Assuming the Unicode changes allow us to say:
assert " " == L" ", "eek"
assert L" " + "" == L" "
assert " " + L"" == L" " # or even if this == " "
Then this still works well in a Unicode environment; Unicode and strings
could be mixed in the list, and as long as you understand what L" " + ""
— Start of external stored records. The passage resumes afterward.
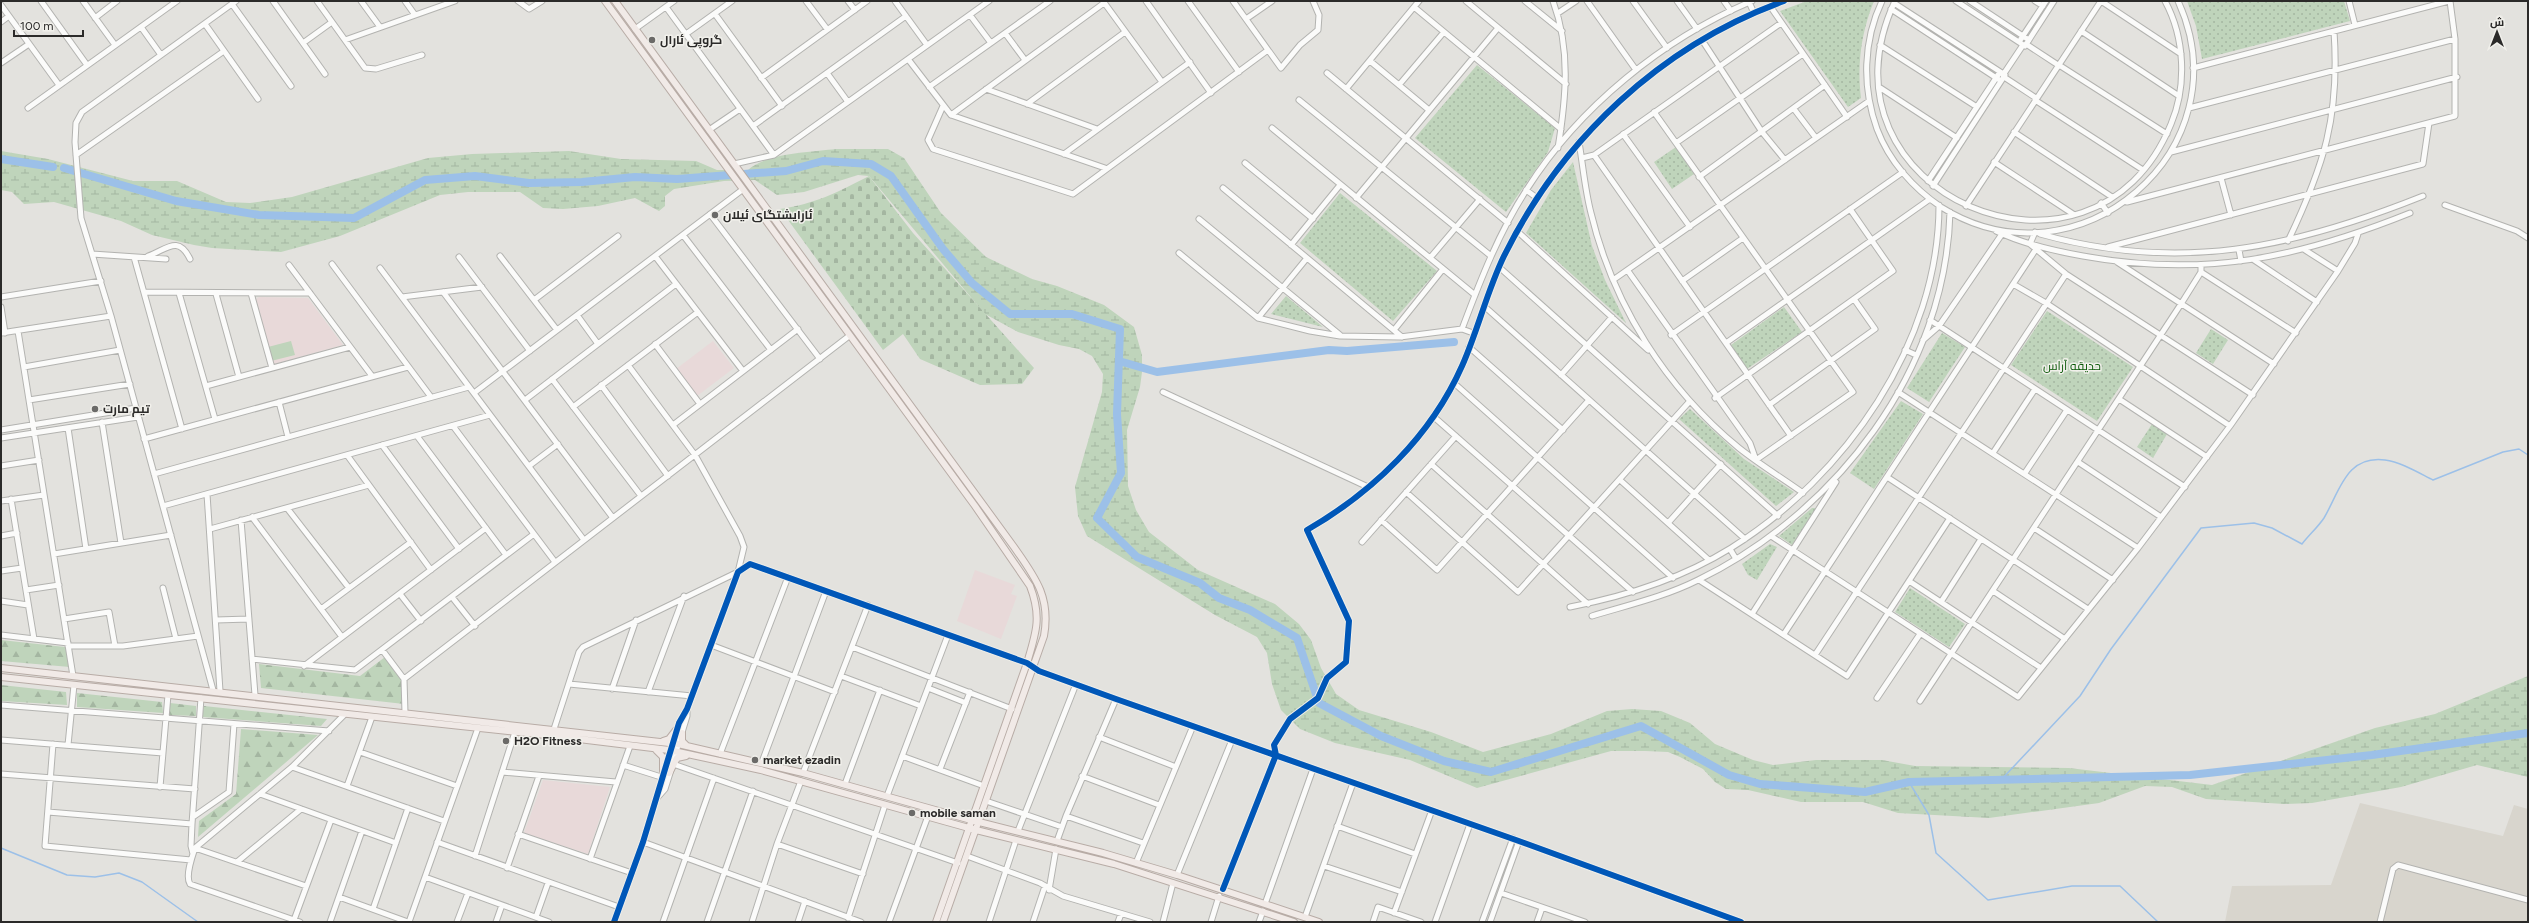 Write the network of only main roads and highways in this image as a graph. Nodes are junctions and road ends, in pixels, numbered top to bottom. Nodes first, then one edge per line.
1 (605, 1) edge
2 (615, 1) edge
3 (913, 410) junction
4 (907, 415) junction
5 (1, 668) edge
6 (1, 677) edge
7 (256, 695) junction
8 (257, 704) junction
9 (649, 740) junction
10 (694, 747) junction
11 (648, 748) junction
12 (699, 757) junction
13 (670, 773) road end
14 (662, 774) road end
15 (971, 820) junction
16 (979, 822) junction
17 (969, 828) junction
18 (976, 830) junction
19 (936, 922) edge
20 (943, 922) edge
21 (1294, 922) edge
22 (1320, 922) edge

1 - 4 main road
2 - 3 main road
3 - 4 main road
3 - 16 main road
4 - 15 main road
5 - 7 main road
6 - 8 main road
7 - 8 main road
7 - 9 main road
8 - 11 main road
9 - 10 main road
9 - 10 main road
10 - 15 main road
11 - 12 main road
11 - 14 main road
12 - 13 main road
12 - 17 main road
15 - 16 main road
15 - 17 main road
16 - 18 main road
16 - 22 main road
17 - 18 main road
17 - 19 main road
18 - 20 main road
18 - 21 main road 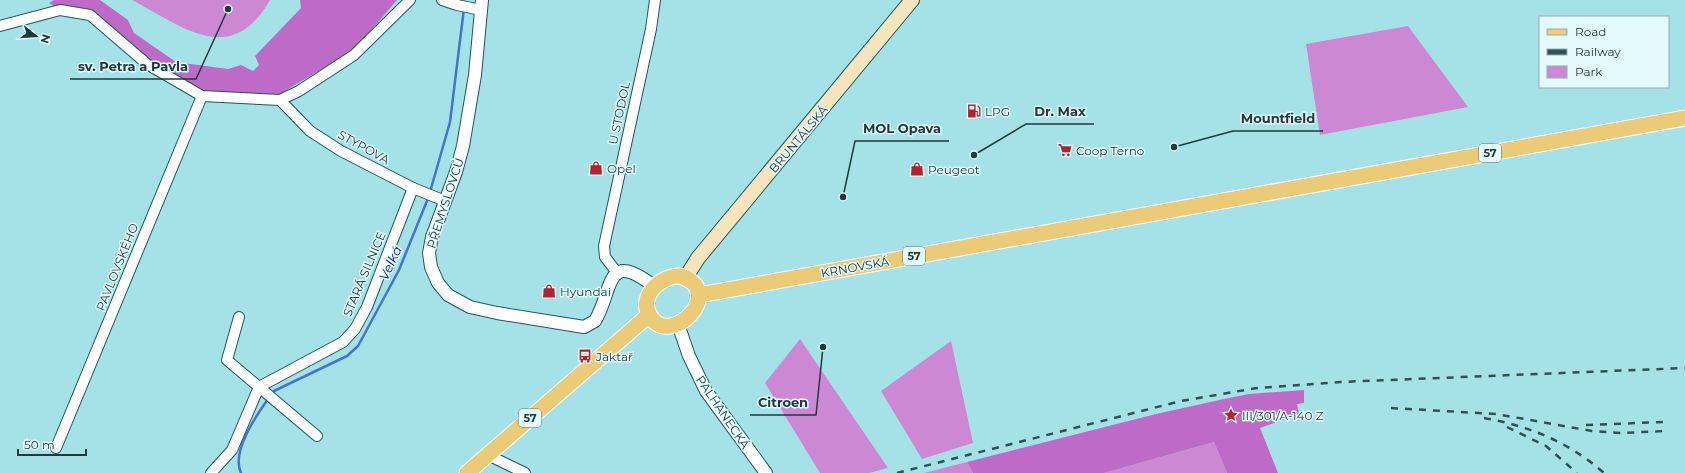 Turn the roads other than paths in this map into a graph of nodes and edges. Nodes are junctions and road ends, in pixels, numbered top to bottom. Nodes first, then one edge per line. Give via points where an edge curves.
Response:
1 (410, 0) edge
2 (442, 0) edge
3 (655, 0) edge
4 (912, 0) edge
5 (478, 6) edge
6 (0, 26) edge
7 (202, 96) junction
8 (280, 100) junction
9 (1685, 118) edge
10 (416, 190) junction
11 (441, 200) junction
12 (618, 274) junction
13 (686, 277) junction
14 (655, 287) junction
15 (699, 295) junction
16 (649, 315) junction
17 (239, 318) dead end
18 (680, 331) junction
19 (265, 391) junction
20 (317, 436) dead end
21 (56, 448) dead end
22 (488, 455) junction
23 (211, 473) edge
24 (467, 473) edge
25 (525, 473) edge
26 (766, 473) edge

1 - 8 street via 354,55 299,91
2 - 5 street via 457,6
3 - 12 street, U STODOL via 604,246 605,257
4 - 13 main road, BRUNTÁLSKÁ via 702,252
5 - 11 street, PŘEMYSLOVCŮ via 475,75 463,146
6 - 7 street via 60,10 90,15 147,64
7 - 8 street
7 - 21 street, PAVLOVSKÉHO
8 - 10 street, STYPOVA via 310,131 341,151
9 - 15 main road, KRNOVSKÁ / 57
10 - 11 street, STYPOVA
10 - 19 street, STARÁ SILNICE via 367,307 355,329 343,342
11 - 12 street, PŘEMYSLOVCŮ via 429,254 430,263 442,288 452,298 466,305 497,314 586,327 596,321 609,283
12 - 14 street via 635,273
13 - 14 main road via 670,277
13 - 15 main road via 694,284
14 - 16 main road via 647,299
15 - 18 main road via 696,307
16 - 18 main road via 660,324
16 - 22 main road, 57
17 - 19 street via 227,360
18 - 26 street, PALHANECKÁ via 706,391
19 - 20 street
19 - 23 street via 232,450
22 - 24 main road, 57
22 - 25 street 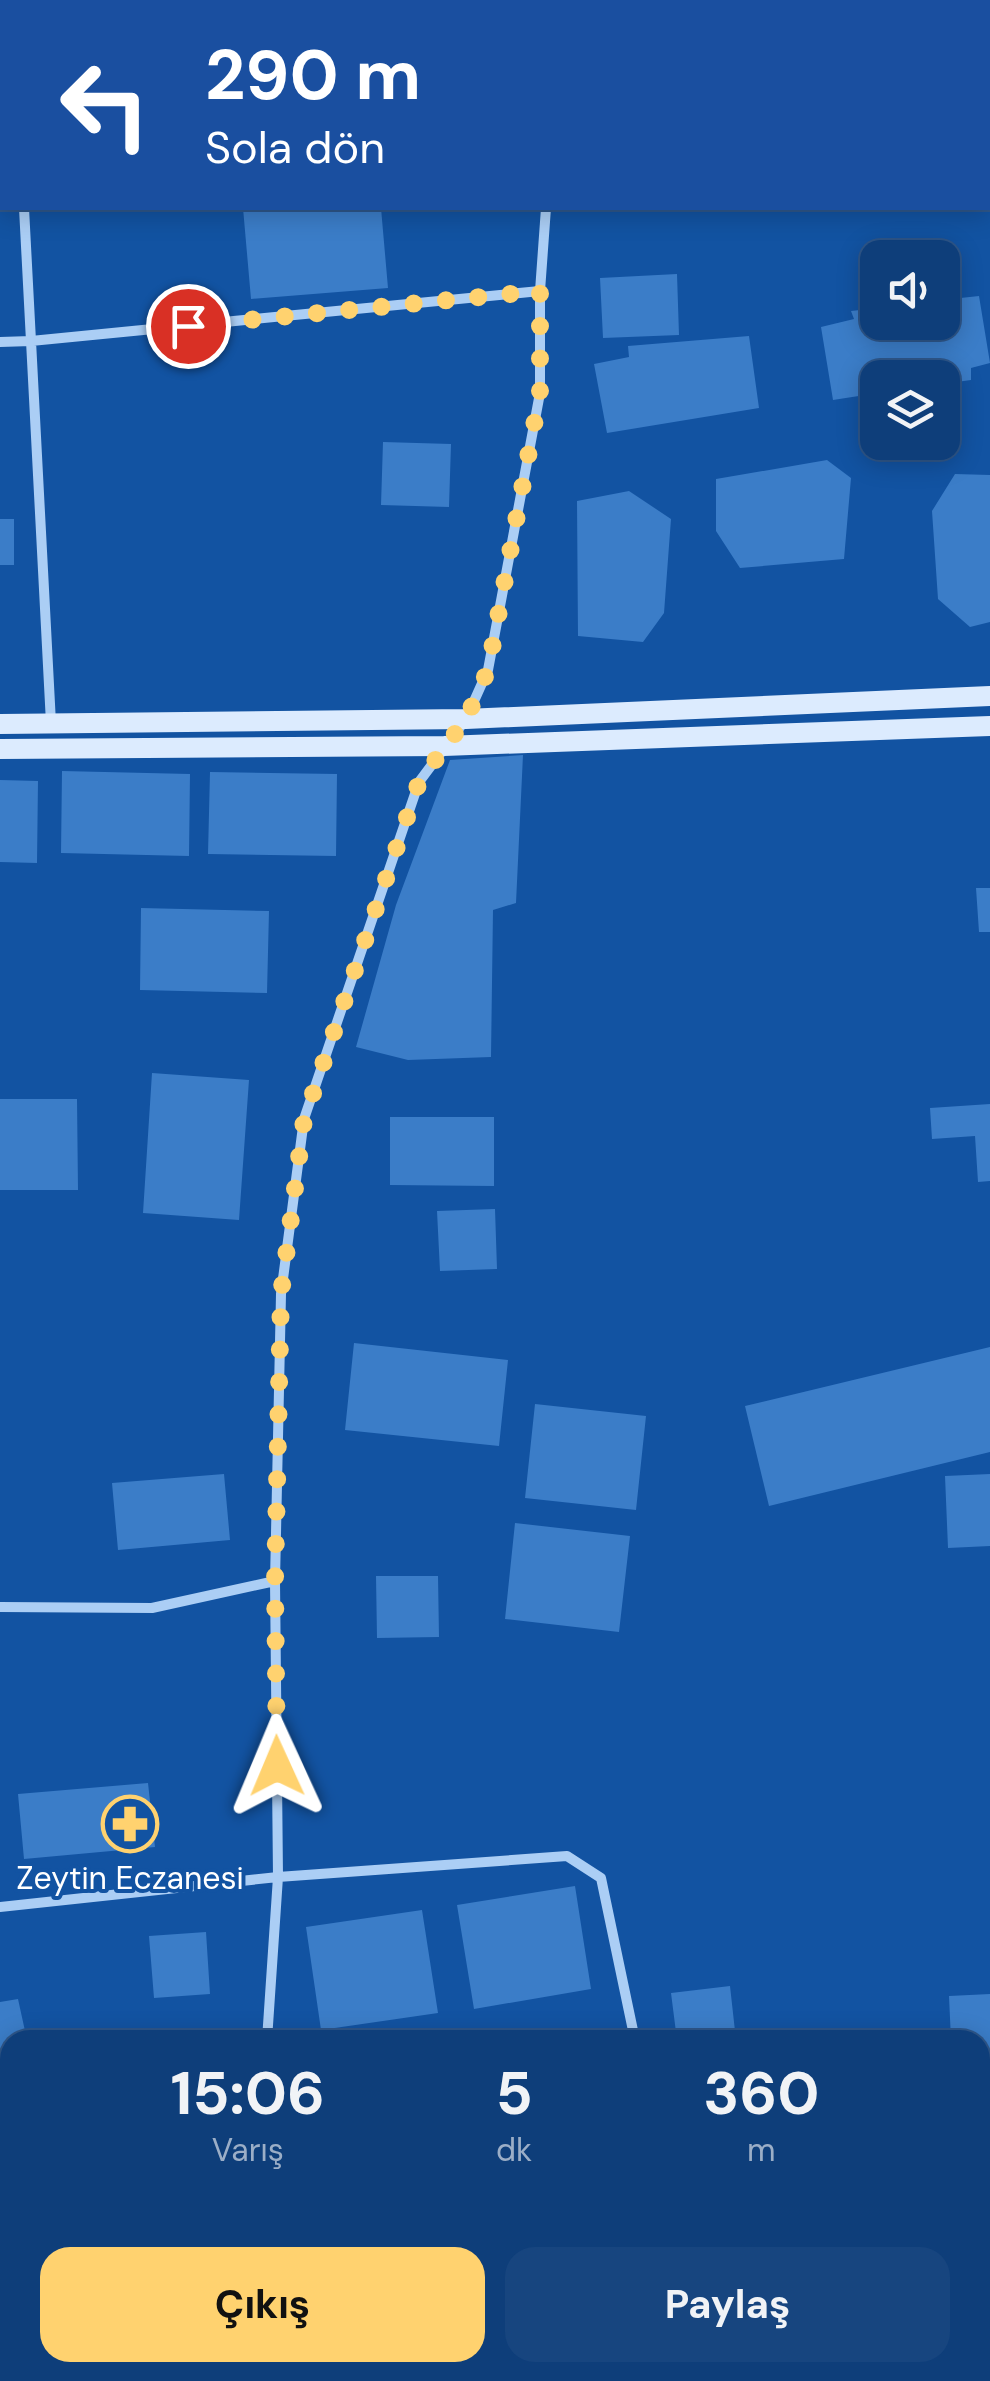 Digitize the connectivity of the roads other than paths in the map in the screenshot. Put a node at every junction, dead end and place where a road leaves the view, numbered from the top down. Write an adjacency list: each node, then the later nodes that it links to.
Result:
1 (24, 210): 4 (street)
2 (546, 210): 3 (street)
3 (540, 291): 4 (street); 7 (street)
4 (32, 341): 5 (street); 9 (street)
5 (0, 342)
6 (990, 696): 7 (street)
7 (466, 719): 9 (street); 11 (street)
8 (0, 724): 9 (street)
9 (51, 724)
10 (990, 726): 11 (street)
11 (444, 746): 12 (street); 13 (street)
12 (0, 749)
13 (275, 1581): 14 (street); 15 (street)
14 (0, 1607)
15 (278, 1877): 16 (street); 17 (street); 18 (street)
16 (0, 1907)
17 (268, 2030)
18 (633, 2030)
returns, you will understand immediately what the result of join() is going
to be.
> The attraction of auto-conversion for me is that I had never once seen
> string.join blow up where the exception revealed a conceptual
> error; in
> every case conversion to string was the intent, and an
> obvious one at that.
OTOH, my gut tells me this is better - that an implicit conversion to the
seperator type be performed. Also, it appears that this technique will
never surprise anyone in a bad way. It seems the rule above, while simple,
basically means "sep.join can only take string/Unicode objects", as all
other objects will currently fail the add test. So, given that our rule is
that the objects must all be strings, how can it hurt to help the user
conform?
> off-to-work-ly y'rs - tim
where-i-should-be-instead-of-writing-rambling-mails-ly,
Mark.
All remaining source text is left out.